Creating Open Data for Instructional Opportunities

As James L. Hilton wrote in a 2014 EDUCAUSE Review E-Content column, learning management systems—used in nearly every academic learning environment in higher education—have a problem similar to that encountered with journal publishing, in that the academy “buys back (or, more often, rents back) the content that its members produce.”5 Libraries see a growing trend toward open data and open educational resources (OER) for use in instruction and are actively developing models for open content subvention.6 This encompasses open electronic textbooks as well as new forms of collaborative textbooks that serve the central need for core courses across an academic curriculum.
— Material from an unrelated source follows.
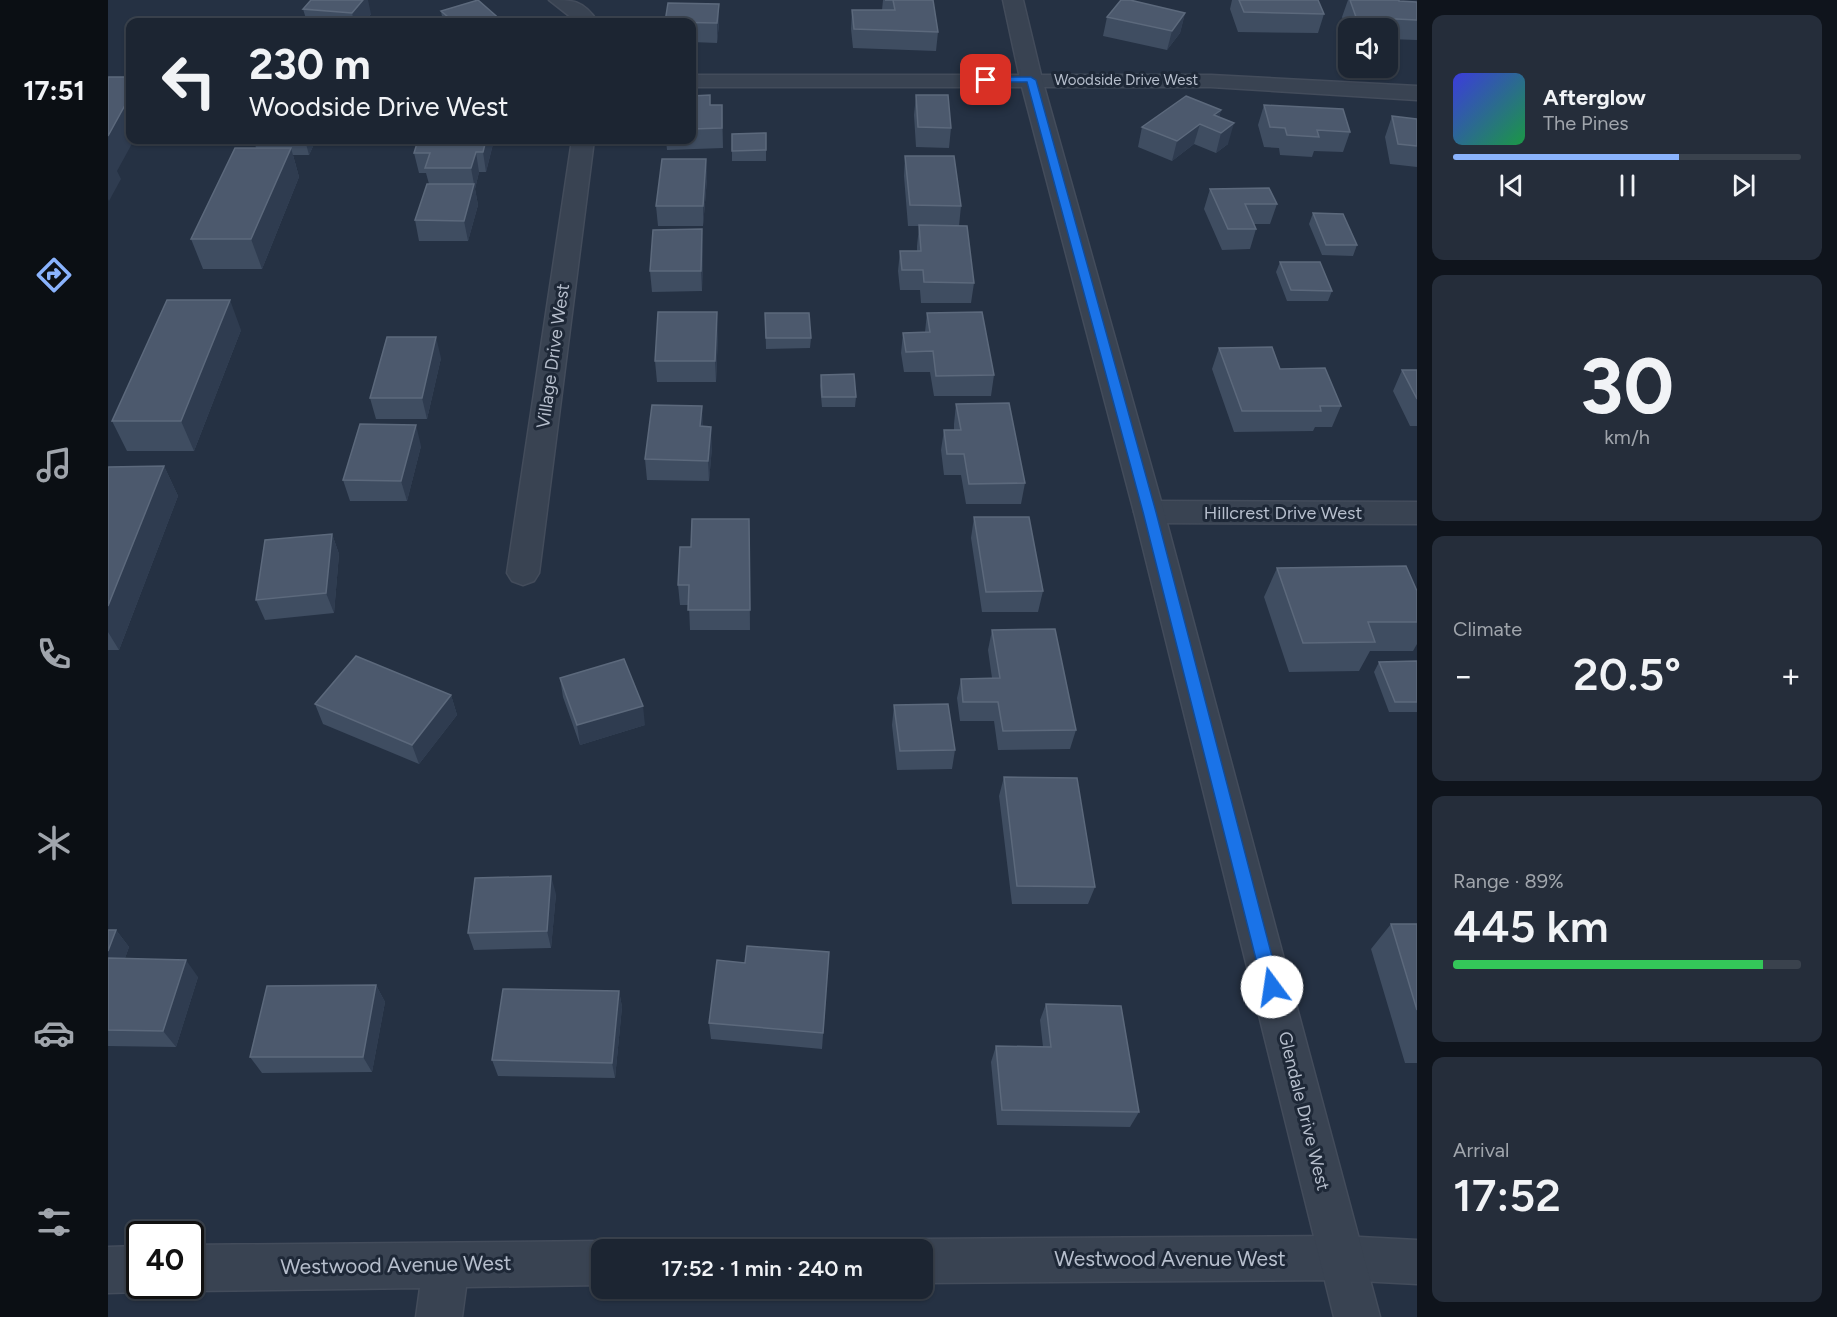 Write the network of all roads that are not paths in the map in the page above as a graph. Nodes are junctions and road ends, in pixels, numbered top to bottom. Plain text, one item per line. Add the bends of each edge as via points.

Some of the novel uses for this type of collaboration can be found in the work of the Open Textbook Library and MOOCulus. How can libraries enable these open-content initiatives to thrive in their current uses and retain that record of scholarship for the long-term archives of their institutions?

Publishing Software for Sustainability

In addition to the new role that data has enabled in the scholarly process, software has also become a critical component of that workflow. In our own library at Indiana University, we are seeing data publishing that includes entire virtual machines whose goal is to enable reproducible experimentation in cloud computational environments. This has led to the creation of scholarly journals—for example, Journal of Open Research Software and SoftwareX—that exist to publish software with the hope that the publication will enable long-lived community support for the software. This publication also provides inventive researchers with a way to assign credit to those who have built the software infrastructure that enables their experiments. Libraries must find ways to become a part of this archival process that enhances software reuse among discipline-specific communities.


Libraries have experience with metadata and data management and are often the right agency to serve as a neutral mediator for collaborations among researchers. Innovative directions of engagement with data in the research process are creating new roles and opportunities for libraries to help in preserving, managing, publishing, and accessing data. Libraries are also housing the physical spaces used for collaborative data endeavors (e.g., visualization labs, maker spaces, and computational support) and are developing connections to scholarly social networks—such as ResearchGate and VIVO—that enable new research connections for use in building research teams and models. Libraries are engaging higher education through these new data working relationships. In the coming months, the expectation is to engage you, the EDUCAUSE community, in this theme of Libraries, the Academy, and Data: A Renewed Focus on the “M Word.”